Page 1 of 1
Host/Service Check issues after bulk cloning 100+ hosts
Posted: Wed Nov 12, 2014 3:51 pm
by krobertson71
Having some issues after cloning/adding 300 + hosts to my Nagios Test environment. The Host checks are worrying me as most of them are an hour over due and the "Next Update Time' just keeps moving up.
I set these hosts up with two service checks each, Ping and SSH Port Check (TCP port 22 check) and Port 135 for Windows, and to run every minute.
The service checks are mostly fine, just a small percentage that are 20 to 30 mins old most of the time instead of every 1 or 2 minutes.
The System Performance and Monitoring Performance are spectacular. Hoping this data is accurate. Pretty beast machine. Dedicated hardware 24 core, 128 gig ram, 2 tb ssd raid with ESXi. This Nagiox XI VM is configured with 4 cores and 8 gigs of ram. Avg Service Check Latency is 0.00, sometimes will pop up to .06, but rarely.

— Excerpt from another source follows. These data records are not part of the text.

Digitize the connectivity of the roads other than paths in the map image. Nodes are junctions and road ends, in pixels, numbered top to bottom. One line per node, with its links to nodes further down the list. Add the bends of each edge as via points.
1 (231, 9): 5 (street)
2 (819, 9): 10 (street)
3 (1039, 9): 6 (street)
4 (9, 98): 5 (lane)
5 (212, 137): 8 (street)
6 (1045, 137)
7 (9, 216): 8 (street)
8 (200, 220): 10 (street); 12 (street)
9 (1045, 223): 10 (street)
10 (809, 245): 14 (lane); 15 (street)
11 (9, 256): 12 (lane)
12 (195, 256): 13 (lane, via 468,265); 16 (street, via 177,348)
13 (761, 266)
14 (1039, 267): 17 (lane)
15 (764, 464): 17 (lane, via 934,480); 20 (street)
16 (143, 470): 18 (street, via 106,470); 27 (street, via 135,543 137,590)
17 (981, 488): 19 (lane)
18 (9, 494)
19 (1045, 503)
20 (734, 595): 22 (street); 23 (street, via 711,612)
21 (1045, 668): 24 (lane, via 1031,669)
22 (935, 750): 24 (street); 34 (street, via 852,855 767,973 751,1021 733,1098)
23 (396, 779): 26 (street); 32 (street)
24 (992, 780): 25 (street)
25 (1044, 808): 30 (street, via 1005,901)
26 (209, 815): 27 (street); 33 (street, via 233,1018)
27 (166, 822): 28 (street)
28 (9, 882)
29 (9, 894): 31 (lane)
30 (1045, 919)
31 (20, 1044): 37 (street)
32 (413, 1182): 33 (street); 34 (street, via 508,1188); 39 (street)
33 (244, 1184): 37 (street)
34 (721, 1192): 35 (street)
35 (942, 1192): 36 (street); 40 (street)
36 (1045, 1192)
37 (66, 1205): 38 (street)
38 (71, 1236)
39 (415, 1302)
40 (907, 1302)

I have checked the perf logs as well and they are not showing anything alarming.
I am just concerned these host, and some service, checks are not firing when they are supposed to.. Could it be due to bulk clone loading 100 at a time?
Here are some screenshots
Re: Host/Service Check issues after bulk cloning 100+ hosts
Posted: Wed Nov 12, 2014 3:54 pm
by krobertson71
More detail on service checks and performance
Let me know if I need to add any logs here.

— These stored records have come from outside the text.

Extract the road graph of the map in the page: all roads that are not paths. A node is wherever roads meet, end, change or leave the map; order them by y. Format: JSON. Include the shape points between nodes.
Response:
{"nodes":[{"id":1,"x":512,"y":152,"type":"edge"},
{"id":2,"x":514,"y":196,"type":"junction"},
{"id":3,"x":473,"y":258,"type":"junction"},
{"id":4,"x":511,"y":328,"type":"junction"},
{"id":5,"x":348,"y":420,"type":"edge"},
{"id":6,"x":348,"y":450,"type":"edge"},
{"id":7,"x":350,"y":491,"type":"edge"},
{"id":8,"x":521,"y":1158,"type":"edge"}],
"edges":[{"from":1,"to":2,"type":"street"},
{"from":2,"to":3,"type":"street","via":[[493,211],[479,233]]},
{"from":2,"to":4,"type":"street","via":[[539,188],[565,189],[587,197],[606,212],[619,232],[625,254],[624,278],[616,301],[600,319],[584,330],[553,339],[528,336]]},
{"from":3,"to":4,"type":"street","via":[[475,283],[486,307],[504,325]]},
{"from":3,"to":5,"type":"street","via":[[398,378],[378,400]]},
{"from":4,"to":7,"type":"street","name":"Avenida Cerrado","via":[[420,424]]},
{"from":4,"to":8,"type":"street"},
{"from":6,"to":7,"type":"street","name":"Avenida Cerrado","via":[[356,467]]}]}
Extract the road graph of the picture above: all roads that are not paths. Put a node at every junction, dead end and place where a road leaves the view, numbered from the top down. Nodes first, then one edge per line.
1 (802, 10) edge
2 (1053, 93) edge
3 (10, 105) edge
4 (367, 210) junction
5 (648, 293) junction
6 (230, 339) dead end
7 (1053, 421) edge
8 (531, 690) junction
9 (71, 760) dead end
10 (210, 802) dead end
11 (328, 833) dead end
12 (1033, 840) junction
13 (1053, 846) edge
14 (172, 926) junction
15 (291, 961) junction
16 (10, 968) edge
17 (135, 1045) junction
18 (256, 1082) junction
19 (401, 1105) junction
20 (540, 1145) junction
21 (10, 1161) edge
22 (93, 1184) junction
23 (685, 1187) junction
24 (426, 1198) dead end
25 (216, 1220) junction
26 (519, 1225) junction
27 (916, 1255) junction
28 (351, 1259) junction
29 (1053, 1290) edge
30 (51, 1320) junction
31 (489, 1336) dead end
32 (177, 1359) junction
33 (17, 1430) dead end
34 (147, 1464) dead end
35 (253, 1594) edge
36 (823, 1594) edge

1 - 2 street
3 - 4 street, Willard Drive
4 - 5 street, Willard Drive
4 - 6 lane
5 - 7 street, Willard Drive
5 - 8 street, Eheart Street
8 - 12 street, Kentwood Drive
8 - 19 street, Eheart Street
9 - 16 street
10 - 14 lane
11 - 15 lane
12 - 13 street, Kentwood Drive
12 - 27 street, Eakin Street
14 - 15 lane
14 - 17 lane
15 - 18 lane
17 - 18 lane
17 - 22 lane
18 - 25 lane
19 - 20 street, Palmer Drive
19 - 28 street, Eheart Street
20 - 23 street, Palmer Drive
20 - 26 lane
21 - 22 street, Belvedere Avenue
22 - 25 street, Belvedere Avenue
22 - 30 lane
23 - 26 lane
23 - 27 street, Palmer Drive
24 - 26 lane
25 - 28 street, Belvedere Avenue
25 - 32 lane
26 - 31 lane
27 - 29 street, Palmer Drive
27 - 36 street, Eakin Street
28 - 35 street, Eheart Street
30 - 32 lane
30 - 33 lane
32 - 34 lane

Re: Host/Service Check issues after bulk cloning 100+ hosts
Posted: Wed Nov 12, 2014 4:03 pm
by krobertson71
Forgot to mention I grabbed these hosts from our CMDB and purposely included 40 or so that had been retired so critical host down messages would generate. I did notice this in host-perfdata.log
Code: Select all
DATATYPE::HOSTPERFDATA TIMET::1415826040 HOSTNAME::PSP01SQLV01 HOSTPERFDATA:: HOSTCHECKCOMMAND::check_xi_host_ping!3000.0!80%!5000.0!100% HOSTSTATE::DOWN HOSTSTATETYPE::HARD HOSTOUTPUT::check_icmp: Failed to resolve PSP01SQLV01
The log was moving right along and seemed to hold here for a bit.

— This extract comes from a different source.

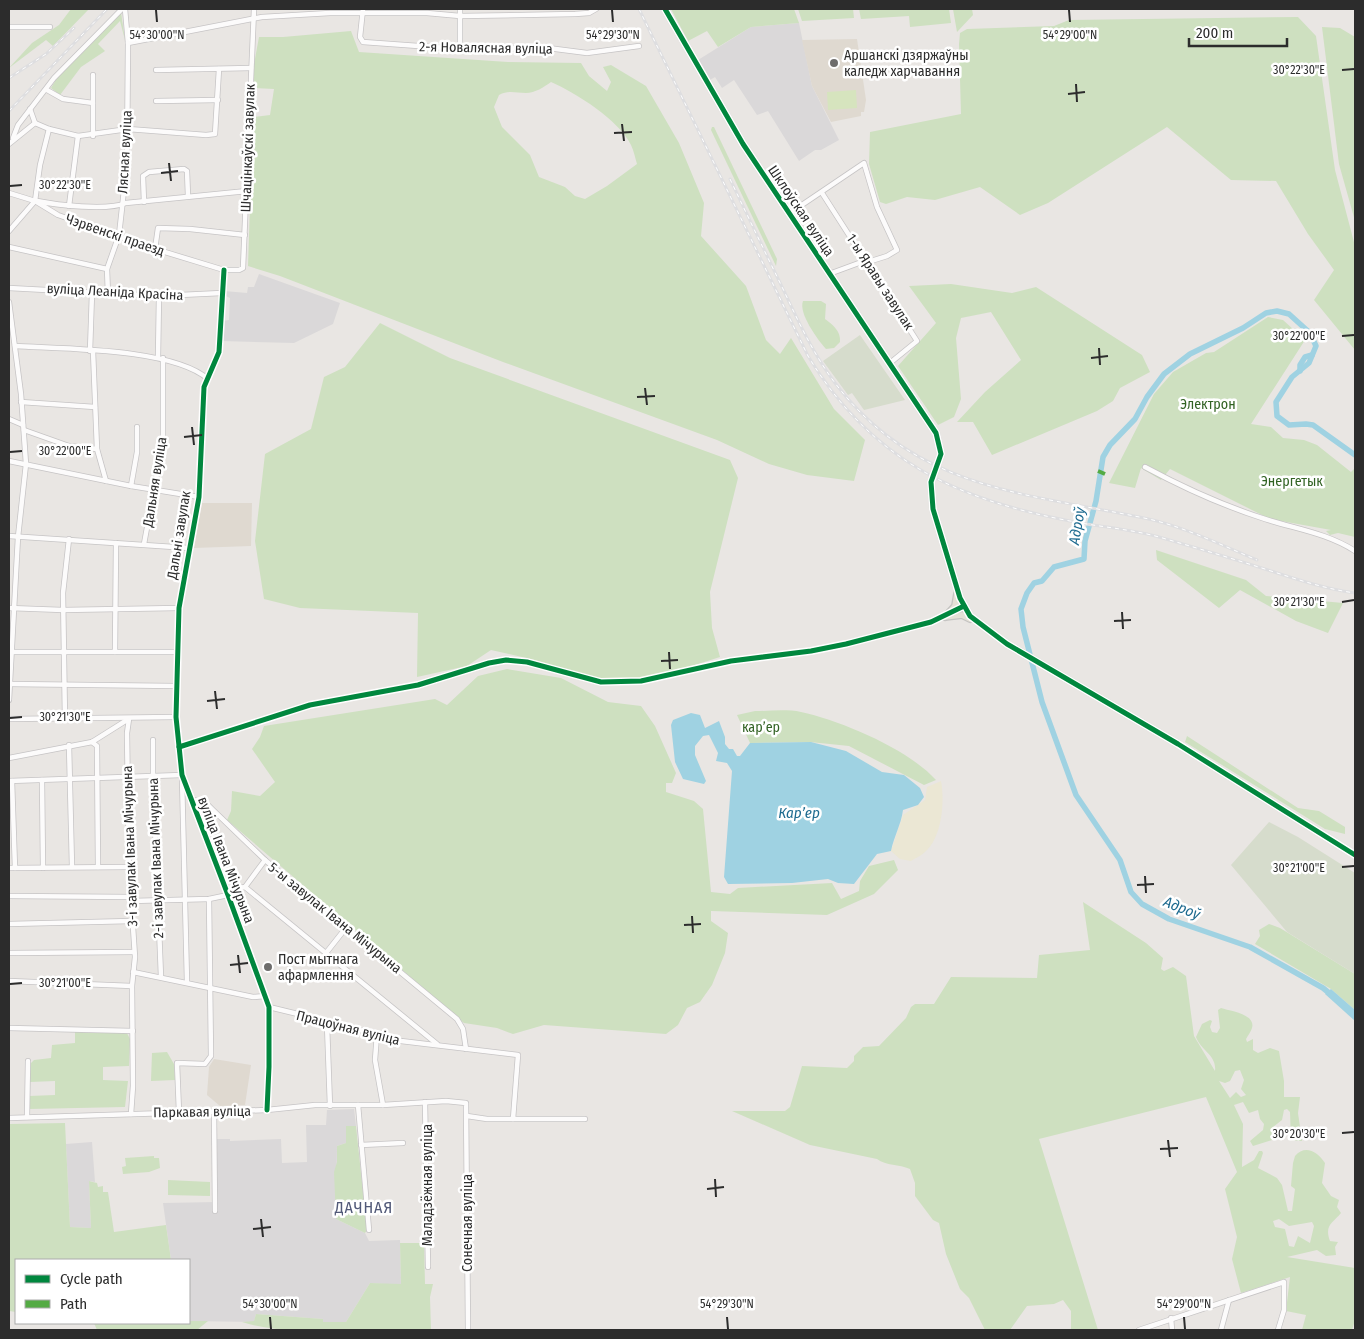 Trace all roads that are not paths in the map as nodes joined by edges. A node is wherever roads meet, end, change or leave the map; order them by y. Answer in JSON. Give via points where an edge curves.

Could this be slowing things down.. not able to resolve hosts, especially 40 or more?
Re: Host/Service Check issues after bulk cloning 100+ hosts
Posted: Wed Nov 12, 2014 4:12 pm
by krobertson71
Sorry keep adding data but I just grepped the retention.dat file for check_execution_time and here is a sample.. really good.
check_execution_time=0.007
check_execution_time=0.010
check_execution_time=0.005
check_execution_time=0.007
check_execution_time=0.005
check_execution_time=0.007
check_execution_time=0.005
check_execution_time=0.006
check_execution_time=3.004
check_execution_time=3.008
check_execution_time=3.004
check_execution_time=3.007
check_execution_time=3.004
check_execution_time=3.007
check_execution_time=0.005
check_execution_time=0.007
check_execution_time=0.005
check_execution_time=0.008
check_execution_time=3.004
check_execution_time=3.015
check_execution_time=0.007
check_execution_time=0.006
check_execution_time=3.004
check_execution_time=3.007
check_execution_time=0.005
check_execution_time=0.007
check_execution_time=0.004
check_execution_time=0.006
check_execution_time=0.004
check_execution_time=0.008
check_execution_time=0.004
check_execution_time=0.006
check_execution_time=0.005
check_execution_time=0.007
check_execution_time=2.007
Latency on almost all of them is 0.00 with two, in the file, that were .47..
Re: Host/Service Check issues after bulk cloning 100+ hosts
Posted: Wed Nov 12, 2014 4:34 pm
by lmiltchev
Try using the following settings in the "nagios.cfg" file:
Code: Select all
auto_reschedule_checks=1
auto_rescheduling_interval=30
auto_rescheduling_window=45
I believe the "default" setting for the "auto_rescheduling_window" is 180. This causes issues with small (1-2 min) check intervals and retries. Modify the "nagios.cfg" file with the above settings, and restart nagios:
Let us know if this helped.
Re: Host/Service Check issues after bulk cloning 100+ hosts
Posted: Wed Nov 12, 2014 5:39 pm
by krobertson71
Actuall changed
[/code]
to
auto_rescheduling_window=40
and BAAAMMMMM!!!!!!
I feel stupid cause after I read your post it hit me someone was talking about this at the conference. Too much data, too little brain matter.
Here is a screenshot of everything now. CPU barely moved (screenshot shows 10, but mainly under 8)... service and host checks are still .00 or .01.. 700+ service checks per min and 358 Host checks per minute.
All running on a 4xcpu 2.5Ghx, 8 gig Ram VM -- which is running on a SSD raid. Dedicated ESX host for this has 24 cores, 128 gig of ram, 2 tb ssd raid and 3 tb 15k raid (Nagios log server going here)
I know people have much bigger deployments, but this is just a stress test on a small vm and I wanted to see how it would hold checking this much every single minute.
In your opinion am I in the right to think we are going to be able to run a hell of a lot of checks when we go production with 3 to 6 min checks avg times with more CPU and RAM added?
Re: Host/Service Check issues after bulk cloning 100+ hosts
Posted: Wed Nov 12, 2014 5:41 pm
by abrist
Indeed.

Re: Host/Service Check issues after bulk cloning 100+ hosts
Posted: Wed Nov 12, 2014 5:43 pm
by krobertson71
Oh and the dashboard loading time is SICK.
I can load the host dashboard.. with all hosts and services checks showing in about 2 to 3 seconds...
Loving this tool and hardware!
What is most impressive is not all software can perform this well no matter how much hardware you throw at it!
BRAVO NAGIOS!